The work was done in the lab of University of Michigan microbiologist Chuanwu Xi. Chuanwu and her team collected 366 species of the bacterial species, Acinetobacter, from a treatment plant in Ann Arbor, MI. Antibiotic resistant Acinetobacter isn’t as notorious as methicillin resistant Staph aureus (“MRSA”) but the species A. baumannii is a really bad actor in hospitals, especially (but not only) among wounded Iraq and Afghanistan veterans (see earlier posts here, here). They followed the Acinetobacter through three stages in the treatment plant (raw influent, second effluent, final effluent) and two in the receiving water, Huron River (upstream and downstream of the plant discharge). Along the way they tested the Acinetobacter for resistance to 8 different antibiotics: amoxicillin/clavulanic acid (AMC), chloramphenicol (CHL), ciprofloxacin (CIP), colistin (CL), gentamicin (GM), rifampin (RA), sulfisoxazole (SU), and trimethoprim (TMP). If you’ve taken antibiotics recently, chances are you’ll see its name on this list. Results?

The prevalence of antibiotic resistance in Acinetobacter isolates to AMC, CHL, RA, and multi-drug (three antibiotics or more) significantly increased (p < 0.01) from the raw influent samples (AMC, 8.7%; CHL, 25.2%; RA, 63.1%; multi-drug, 33.0%) to the final effluent samples (AMC, 37.9%; CHL, 69.0%; RA, 84.5%; multi-drug, 72.4%), and was significantly higher (p < 0.05) in the downstream samples (AMC, 25.8%; CHL, 48.4%; RA, 85.5%; multi-drug, 56.5%) than in the upstream samples (AMC, 9.5%; CHL, 27.0%; RA, 65.1%; multi-drug, 28.6%). (Yongli Zhanga et al., “Wastewater treatment contributes to selective increase of antibiotic resistance among Acinetobacter spp.,” Sci. Tot. Env. [abstr.])

What this shows is that resistance to some commonly used antibiotics ramped up fast as the bugs traversed the plant, and while the disinfection of effluent as it was discharged killed most of them, the ones that got through were significantly enriched in antibiotic resistance.

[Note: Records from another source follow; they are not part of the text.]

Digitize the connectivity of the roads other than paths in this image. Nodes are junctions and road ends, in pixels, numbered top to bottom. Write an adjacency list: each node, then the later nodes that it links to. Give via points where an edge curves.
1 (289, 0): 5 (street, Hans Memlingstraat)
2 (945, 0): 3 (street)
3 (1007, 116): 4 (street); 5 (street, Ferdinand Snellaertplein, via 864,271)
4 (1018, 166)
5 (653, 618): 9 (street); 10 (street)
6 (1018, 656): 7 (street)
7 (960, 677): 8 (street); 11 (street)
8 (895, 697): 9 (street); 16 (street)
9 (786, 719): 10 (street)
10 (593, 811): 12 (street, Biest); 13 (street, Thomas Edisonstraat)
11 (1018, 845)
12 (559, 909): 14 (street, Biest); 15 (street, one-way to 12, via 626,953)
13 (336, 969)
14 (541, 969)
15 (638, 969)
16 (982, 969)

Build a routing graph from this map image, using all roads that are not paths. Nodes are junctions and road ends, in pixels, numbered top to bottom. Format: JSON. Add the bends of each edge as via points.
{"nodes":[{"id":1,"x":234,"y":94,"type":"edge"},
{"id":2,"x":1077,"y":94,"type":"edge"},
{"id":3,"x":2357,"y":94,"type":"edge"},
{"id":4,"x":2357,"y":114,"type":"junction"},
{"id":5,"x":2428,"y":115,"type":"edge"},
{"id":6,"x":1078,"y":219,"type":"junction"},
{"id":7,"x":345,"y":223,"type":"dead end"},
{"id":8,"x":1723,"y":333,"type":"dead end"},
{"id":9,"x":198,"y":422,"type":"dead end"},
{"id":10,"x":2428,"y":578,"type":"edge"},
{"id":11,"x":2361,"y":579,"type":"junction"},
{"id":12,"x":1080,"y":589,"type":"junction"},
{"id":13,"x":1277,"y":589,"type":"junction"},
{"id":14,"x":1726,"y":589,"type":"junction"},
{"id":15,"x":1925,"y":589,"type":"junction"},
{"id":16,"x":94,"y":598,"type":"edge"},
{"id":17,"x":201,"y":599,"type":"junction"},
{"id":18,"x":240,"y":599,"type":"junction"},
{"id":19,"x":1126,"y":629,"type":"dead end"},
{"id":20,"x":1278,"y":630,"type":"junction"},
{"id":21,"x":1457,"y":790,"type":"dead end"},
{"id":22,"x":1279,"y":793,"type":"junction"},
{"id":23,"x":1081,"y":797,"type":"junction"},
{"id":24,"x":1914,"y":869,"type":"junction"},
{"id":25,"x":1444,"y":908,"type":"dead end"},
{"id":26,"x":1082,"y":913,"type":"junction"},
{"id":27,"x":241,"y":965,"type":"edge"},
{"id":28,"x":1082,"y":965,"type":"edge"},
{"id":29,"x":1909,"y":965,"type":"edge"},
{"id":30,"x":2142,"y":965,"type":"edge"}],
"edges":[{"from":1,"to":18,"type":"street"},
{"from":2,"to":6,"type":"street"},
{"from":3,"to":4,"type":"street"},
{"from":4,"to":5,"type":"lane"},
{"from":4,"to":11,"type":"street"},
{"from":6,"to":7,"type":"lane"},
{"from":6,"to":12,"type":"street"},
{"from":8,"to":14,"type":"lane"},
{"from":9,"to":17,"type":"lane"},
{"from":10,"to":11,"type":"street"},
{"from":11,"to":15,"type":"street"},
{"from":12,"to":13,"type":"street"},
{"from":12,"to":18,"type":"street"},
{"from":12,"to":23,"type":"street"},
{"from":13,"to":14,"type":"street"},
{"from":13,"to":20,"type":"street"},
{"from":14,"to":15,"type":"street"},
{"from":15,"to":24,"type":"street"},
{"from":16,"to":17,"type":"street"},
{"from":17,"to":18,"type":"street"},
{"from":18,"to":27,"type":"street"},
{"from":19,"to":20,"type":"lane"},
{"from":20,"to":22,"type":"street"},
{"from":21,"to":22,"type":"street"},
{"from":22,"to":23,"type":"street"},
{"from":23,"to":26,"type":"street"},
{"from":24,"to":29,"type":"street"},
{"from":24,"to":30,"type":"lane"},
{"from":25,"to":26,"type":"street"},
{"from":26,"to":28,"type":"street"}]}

While disquieting, a little reflection suggests this isn’t so surprising after all. The antibiotics you take for medical reasons are often not much changed by the time you eliminate them from your body through the sewer system. Add to that the antibiotics from farm run-off in operations that use antibiotics for poultry or cattle and you have a recipe for promoting resistance. The optimal conditions in the treatment plant may also encourage selection. Moreover even without mutation, there are always resistant bacteria around and in the happy confines of the specially engineered microbiological orgy that is a treatment plant there is plenty of opportunity of bacteria to share genes.

One obvious thing to do is decrease antibiotic use, especially for non medical reasons like agriculture. But another would be alter treatment plants so that their effluent is less likely to have live bacteria of any kind. That’s a fairly expensive proposition, but maybe somebody will come up with a cheap way to sterilize effluent sufficiently for environmental purposes.

Antibiotic resistance is a major public health problem. Time to find out more how much conventional sewage treatment plants are contributing.